Scars of Love: Jesus’ Wounds and Ours
My father was not one to demonstrate affection to us kids either physically or verbally. However, while he was in the hospital dying, one day he held up his hands and said to my mom and me, “I showed my love by these hands.” Dad always worked night shift in a factory and came home at three in the morning. His hands were calloused. Sometimes a fingernail was black, damaged in the shop.
I thought of my father’s hands when I read the account of the risen Lord coming to his apostles for the first time. They already heard he was alive from the women and from the two disciples who met him on the way to Emmaus. But they don’t believe he rose from the dead. When Jesus comes though the locked doors, they are terrified and think he is a ghost. Jesus proves that it is really he by showing his hands and feet that are still marked with the wounds of his love. You would think that a new, glorified body would be perfect—but, no, the body of Jesus bore scars. He may be marked like that for all eternity so that we too will see his scars.

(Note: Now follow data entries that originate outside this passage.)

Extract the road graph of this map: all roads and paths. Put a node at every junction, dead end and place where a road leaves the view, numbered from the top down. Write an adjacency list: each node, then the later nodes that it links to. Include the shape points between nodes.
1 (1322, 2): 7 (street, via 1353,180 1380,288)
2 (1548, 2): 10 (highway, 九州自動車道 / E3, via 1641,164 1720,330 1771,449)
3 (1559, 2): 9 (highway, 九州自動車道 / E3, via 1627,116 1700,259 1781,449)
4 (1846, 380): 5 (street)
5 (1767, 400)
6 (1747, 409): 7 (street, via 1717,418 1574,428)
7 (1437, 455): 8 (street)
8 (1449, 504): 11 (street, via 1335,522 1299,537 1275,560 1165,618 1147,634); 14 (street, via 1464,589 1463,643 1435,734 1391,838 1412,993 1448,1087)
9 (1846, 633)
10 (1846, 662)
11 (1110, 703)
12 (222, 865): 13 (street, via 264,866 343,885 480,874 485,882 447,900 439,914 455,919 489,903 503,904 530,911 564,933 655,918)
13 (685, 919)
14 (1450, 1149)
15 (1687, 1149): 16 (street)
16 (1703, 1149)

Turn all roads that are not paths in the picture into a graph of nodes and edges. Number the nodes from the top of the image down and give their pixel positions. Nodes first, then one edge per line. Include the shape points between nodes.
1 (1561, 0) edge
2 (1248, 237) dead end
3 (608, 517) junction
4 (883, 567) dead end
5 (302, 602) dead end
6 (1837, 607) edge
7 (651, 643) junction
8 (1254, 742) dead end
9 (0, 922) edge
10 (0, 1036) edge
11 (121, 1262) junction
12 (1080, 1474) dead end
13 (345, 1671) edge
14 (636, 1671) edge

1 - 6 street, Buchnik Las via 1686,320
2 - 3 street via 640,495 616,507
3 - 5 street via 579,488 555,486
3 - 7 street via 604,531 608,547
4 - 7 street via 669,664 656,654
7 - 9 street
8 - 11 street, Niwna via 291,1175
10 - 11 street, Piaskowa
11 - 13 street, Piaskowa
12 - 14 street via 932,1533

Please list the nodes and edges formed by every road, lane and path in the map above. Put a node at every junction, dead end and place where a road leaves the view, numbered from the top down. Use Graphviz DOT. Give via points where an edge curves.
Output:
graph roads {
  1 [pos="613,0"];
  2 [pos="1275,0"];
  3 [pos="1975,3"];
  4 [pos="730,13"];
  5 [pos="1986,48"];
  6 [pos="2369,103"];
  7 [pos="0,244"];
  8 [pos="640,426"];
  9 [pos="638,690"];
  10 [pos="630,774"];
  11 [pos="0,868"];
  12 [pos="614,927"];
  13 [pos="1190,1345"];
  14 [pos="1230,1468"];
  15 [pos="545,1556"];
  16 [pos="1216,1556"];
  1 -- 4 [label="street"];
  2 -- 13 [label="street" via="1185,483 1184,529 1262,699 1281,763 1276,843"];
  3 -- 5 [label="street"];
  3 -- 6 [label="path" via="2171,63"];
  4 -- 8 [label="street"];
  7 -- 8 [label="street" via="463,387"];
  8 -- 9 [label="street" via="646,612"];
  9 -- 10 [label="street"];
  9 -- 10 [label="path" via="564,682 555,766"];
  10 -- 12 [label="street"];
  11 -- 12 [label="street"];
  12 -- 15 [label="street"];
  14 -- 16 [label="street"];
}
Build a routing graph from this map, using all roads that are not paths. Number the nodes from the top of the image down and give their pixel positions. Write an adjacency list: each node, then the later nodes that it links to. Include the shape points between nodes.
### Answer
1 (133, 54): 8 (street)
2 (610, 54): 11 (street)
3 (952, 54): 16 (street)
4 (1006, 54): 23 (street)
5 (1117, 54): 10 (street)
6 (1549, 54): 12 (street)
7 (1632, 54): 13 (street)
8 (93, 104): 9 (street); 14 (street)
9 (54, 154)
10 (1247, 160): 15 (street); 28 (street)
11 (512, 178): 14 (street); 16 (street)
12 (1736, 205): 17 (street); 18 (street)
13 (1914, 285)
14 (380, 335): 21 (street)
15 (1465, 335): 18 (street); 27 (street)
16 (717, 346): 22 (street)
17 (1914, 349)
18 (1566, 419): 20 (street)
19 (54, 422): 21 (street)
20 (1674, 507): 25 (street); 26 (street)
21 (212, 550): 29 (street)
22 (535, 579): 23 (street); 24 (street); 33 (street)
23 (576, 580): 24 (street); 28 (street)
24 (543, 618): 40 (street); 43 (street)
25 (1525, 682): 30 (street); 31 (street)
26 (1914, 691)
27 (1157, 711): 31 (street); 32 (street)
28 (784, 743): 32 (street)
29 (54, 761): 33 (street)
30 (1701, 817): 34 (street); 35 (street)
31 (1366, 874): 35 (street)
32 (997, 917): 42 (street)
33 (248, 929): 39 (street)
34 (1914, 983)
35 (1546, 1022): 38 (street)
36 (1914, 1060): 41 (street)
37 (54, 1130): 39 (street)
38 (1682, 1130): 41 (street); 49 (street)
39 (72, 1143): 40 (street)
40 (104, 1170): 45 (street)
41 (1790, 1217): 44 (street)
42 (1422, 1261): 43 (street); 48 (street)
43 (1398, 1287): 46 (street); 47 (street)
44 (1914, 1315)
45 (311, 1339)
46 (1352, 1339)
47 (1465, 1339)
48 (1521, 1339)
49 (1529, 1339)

Jesus proved that he wasn’t a ghost by inviting the apostles to touch him, by explaining the Scripture passages that referred to his death and resurrection, and by eating some fish. (Ghosts don’t eat.) But the most convincing sign of Jesus’s identity was those five wounds. They were red badges of his love for us.
Loving service takes a toll on us too. Parents bear scars of burns from cooking meals for their families and ironing clothes. Teachers and nurses often develop varicose veins from standing for long hours. Members of the armed forces come home maimed. Police officers get shot or hit or dragged by cars. Some people sacrifice a kidney so that another person can live.
This week we might reflect on people who have been wounded in the course of loving us. We might also ask how we have followed the example of Jesus by offering ourselves for others in some form. What kind of scars do we bear? Blisters from building a Habitat for Humanity house? A knife cut on a finger from preparing a meal for someone in a hunger center? Keep in mind that some scars are not visible, for example, a bruised heart from being rebuffed after attempting to reconcile with someone.
As we celebrate the fifty days of the Easter season, let’s not forget that the triumph was only possible because God endured Good Friday’s pain for love of us.
Dear Kathleen, I really liked this reflection and how you connected our scars to our loving. I read this somewhere: “When we get to heaven, God says, “Show me your scars.’ And If we say we don’t have any, God says, “Was nothing worth suffering for?”
Thanks for your uplifting words! Melannie
And thank you, Melannie, for your addition. Happy Easter!